And so Cedric went back to the seamèd rock, and there he heard a voice calling, “I seek Caradrion!” And as before he answered,
“Come not, except to sorrow thou be born!”
And again, in the cave—
“The hours of night sped by.
And sounds came forth as when a woman fights
In savage pain, a life from hers to free.
But Eileen dwelt within the happy vale,
Thinking no thought of him that went away.”
Section 4. This had come so very easily to Thyrsis that he could not believe that it was good. “Just a little story,” he said to Corydon, when he read it to her, and he was surprised to see how it affected her—how the tears welled into her eyes, and she clung to him sobbing.
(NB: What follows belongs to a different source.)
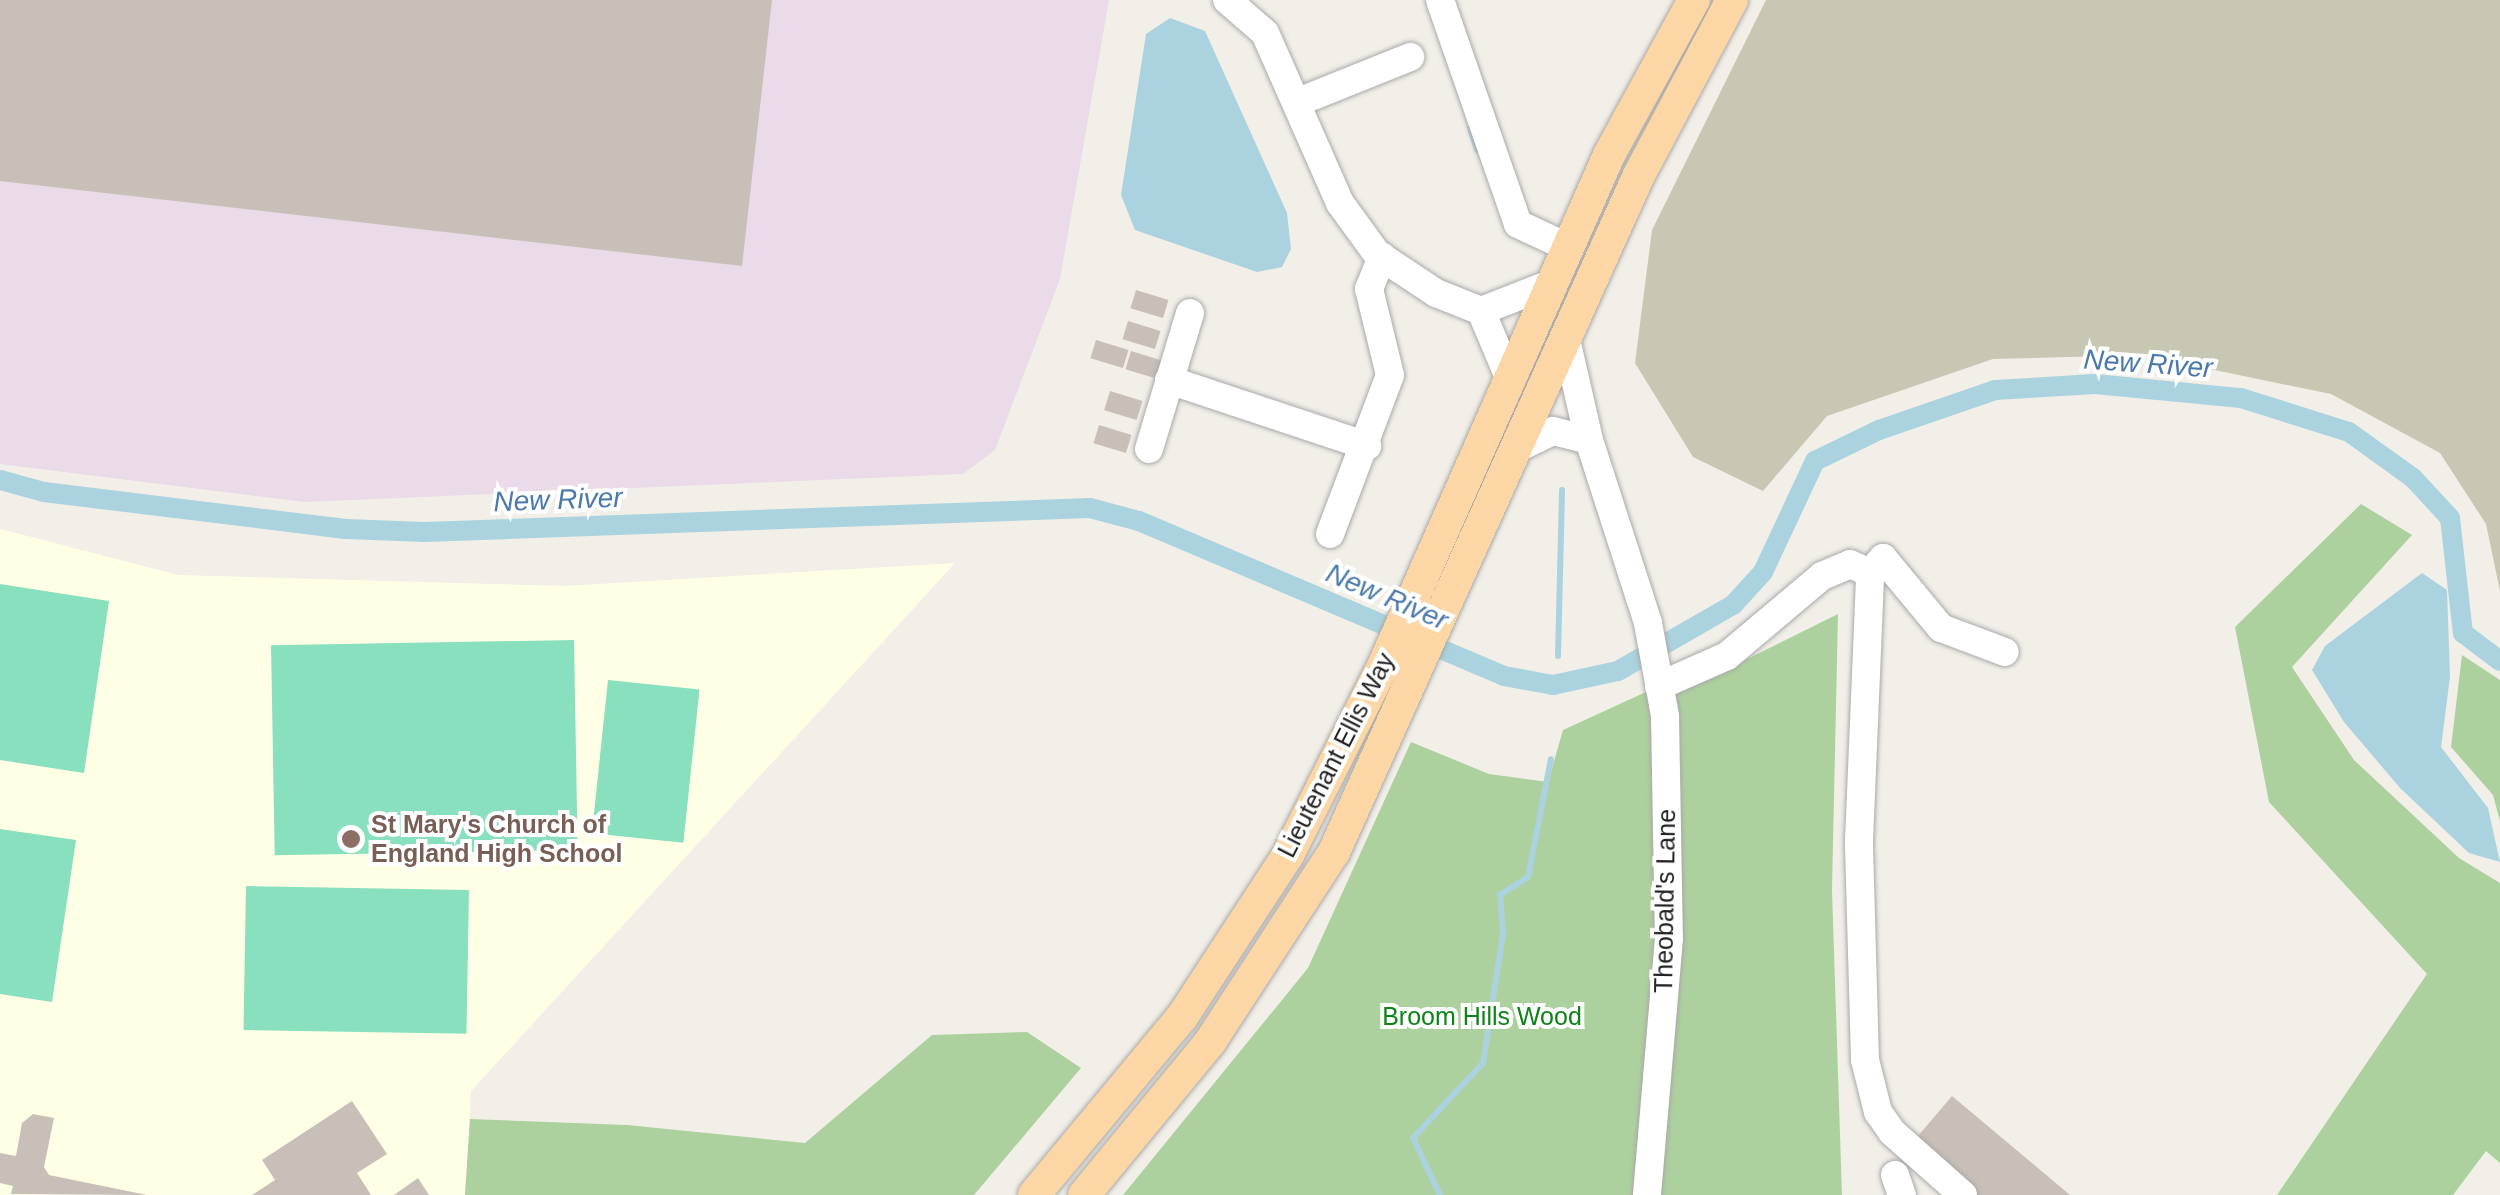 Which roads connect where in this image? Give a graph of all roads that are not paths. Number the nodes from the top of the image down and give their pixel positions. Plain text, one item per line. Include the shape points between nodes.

It meant more to her than any other thing that he had written; it was the very voice of their tenderness and their grief.
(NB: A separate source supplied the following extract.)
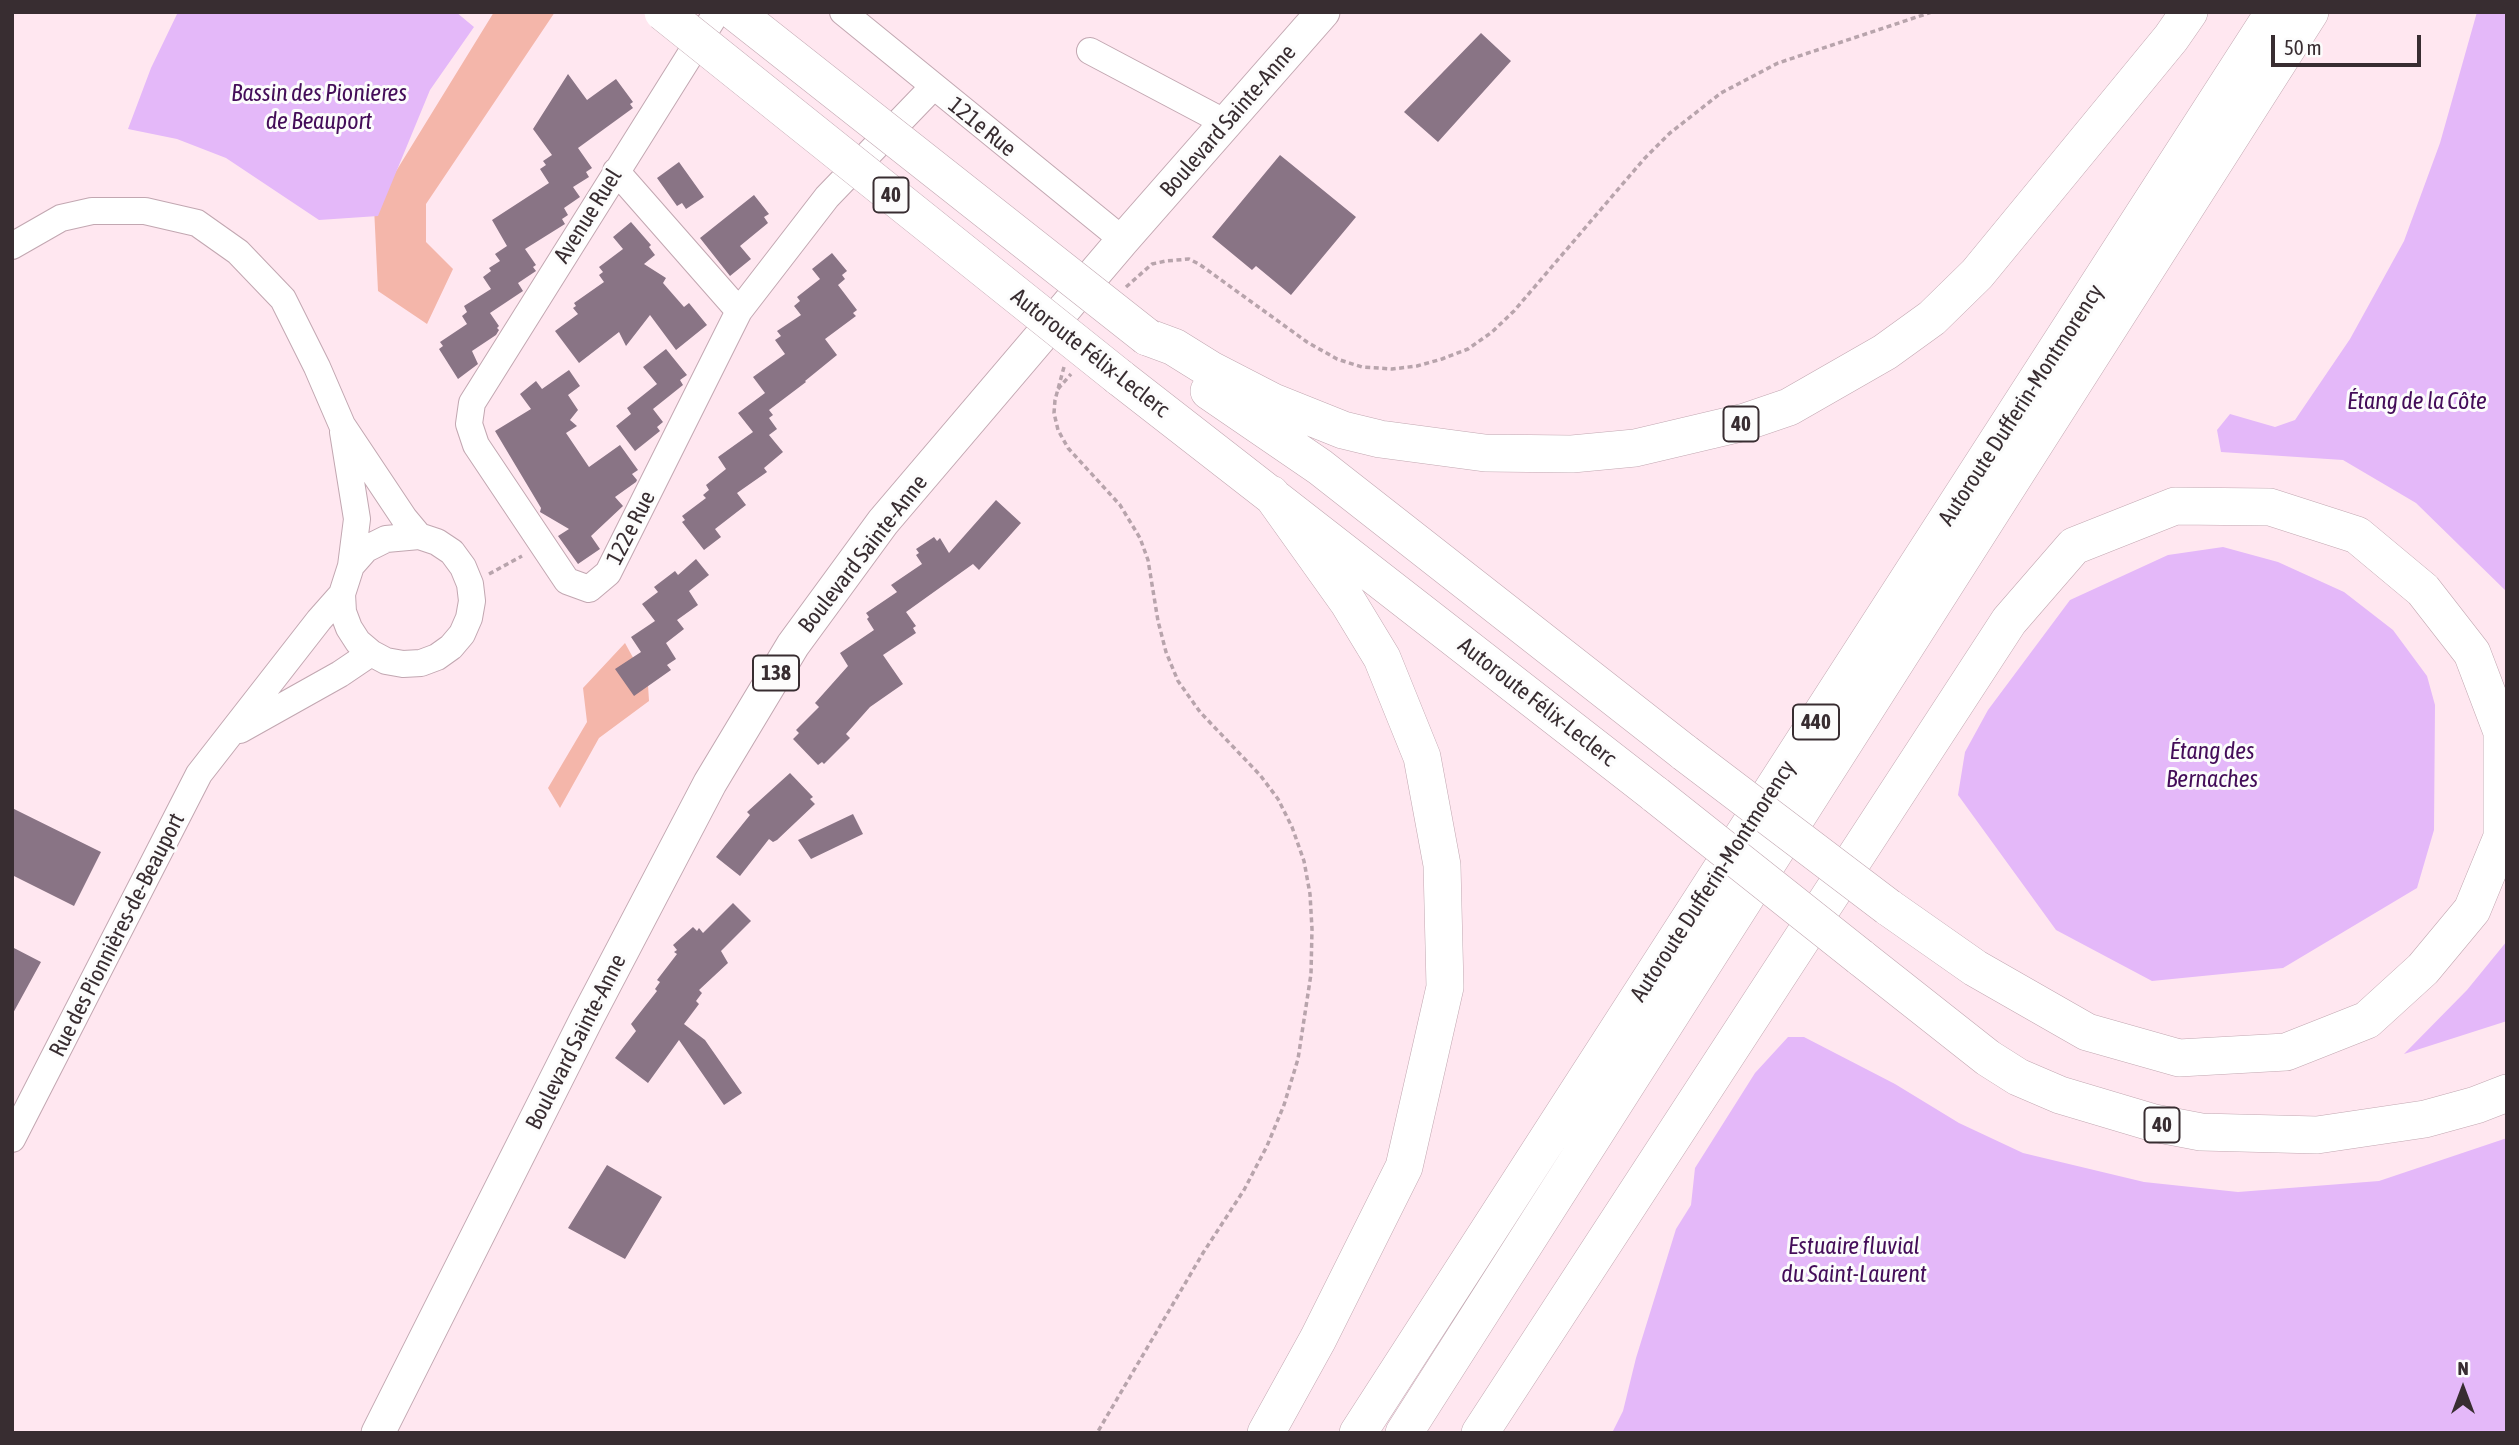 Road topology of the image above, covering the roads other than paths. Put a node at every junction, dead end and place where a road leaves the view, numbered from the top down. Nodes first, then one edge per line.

Then Thyrsis took it to the one editor he knew who was a lover of poetry, and was surprised again, at this man’s delight. But he smiled sadly as he realized that the editor did not use poetry—they did not praise so recklessly when it was a question of something to be purchased!
“The poem is too long for any magazine,” was the verdict, “and it’s not long enough for a book. And besides, poetry doesn’t sell.” But none the less Thyrsis, who would never take a defeat, began to offer it about; and so “Caradrion” was added to the list of stamp-consuming manuscripts, and set out to see the world at the expense of its creator’s stomach.
So there was one more wasted vision, one more futile effort—and one more grapple with despair, in the hours when he and his wife sat wrapped in a blanket in the tenement-room. Corydon was growing more nervous and unhappy every day, it seemed to him. There were, apparently, endless humiliations to be experienced by a woman “whose husband did not support her”. Some zealous relative had suggested to her the idea that the “hall-boys” might think she was not really married; and so now she was impelled to speculate upon the psychology of these Ethiopian functionaries, and look for slights and disapproval from them!
Thyrsis, from much work and little sleep, was haggard and wild of aspect; the cry of the world, “Take a position!” rang in his ears day and night. The springs of book-reviews had dried up entirely, and by sheer starvation he was forced to a stage lower yet. A former college friend was editing a work of “contemporary biography”, and offered Thyrsis some hack-writing. It meant the carrying home of huge bundles of correspondence from the world’s most brightly-shining lights, and the making up of biographical sketches from their eulogies of themselves. With every light there came a portrait, showing what manner of light it was. As for Thyrsis, he did his writing with the feeling that he would like to explore with a poniard the interiors of each one of these people.
For nearly three months now an eminent editor had been trying to summon up the courage to accept “The Hearer of Truth”. He had written several letters to tell the author how good a work it was; and now that it was to be definitely rejected, he soothed his conscience by inviting the author to lunch. The function came off at one of the most august and stately of the city’s clubs, a marble building near Fifth Avenue, where Thyrsis, with a new clean collar, and his worn shoes newly shined, passed under the suspicious eyes of the liveried menials, and was ushered before the eminent editor. About the vast room were portraits of bygone dignitaries; and there were great leather-upholstered arm-chairs in which one might see the dignitaries of the present—some of them with little tables at their sides, and decanters and soda and cracked ice. They went into the dining-room, where everyone spoke and ate in whispers, and the waiters flitted about like black and white ghosts; and while Thyrsis consumed a cupful of cold bouillon, and a squab en casserole, and a plate of what might be described as an honorific salad, he listened to the soft-voiced editor discussing the problem of his future career.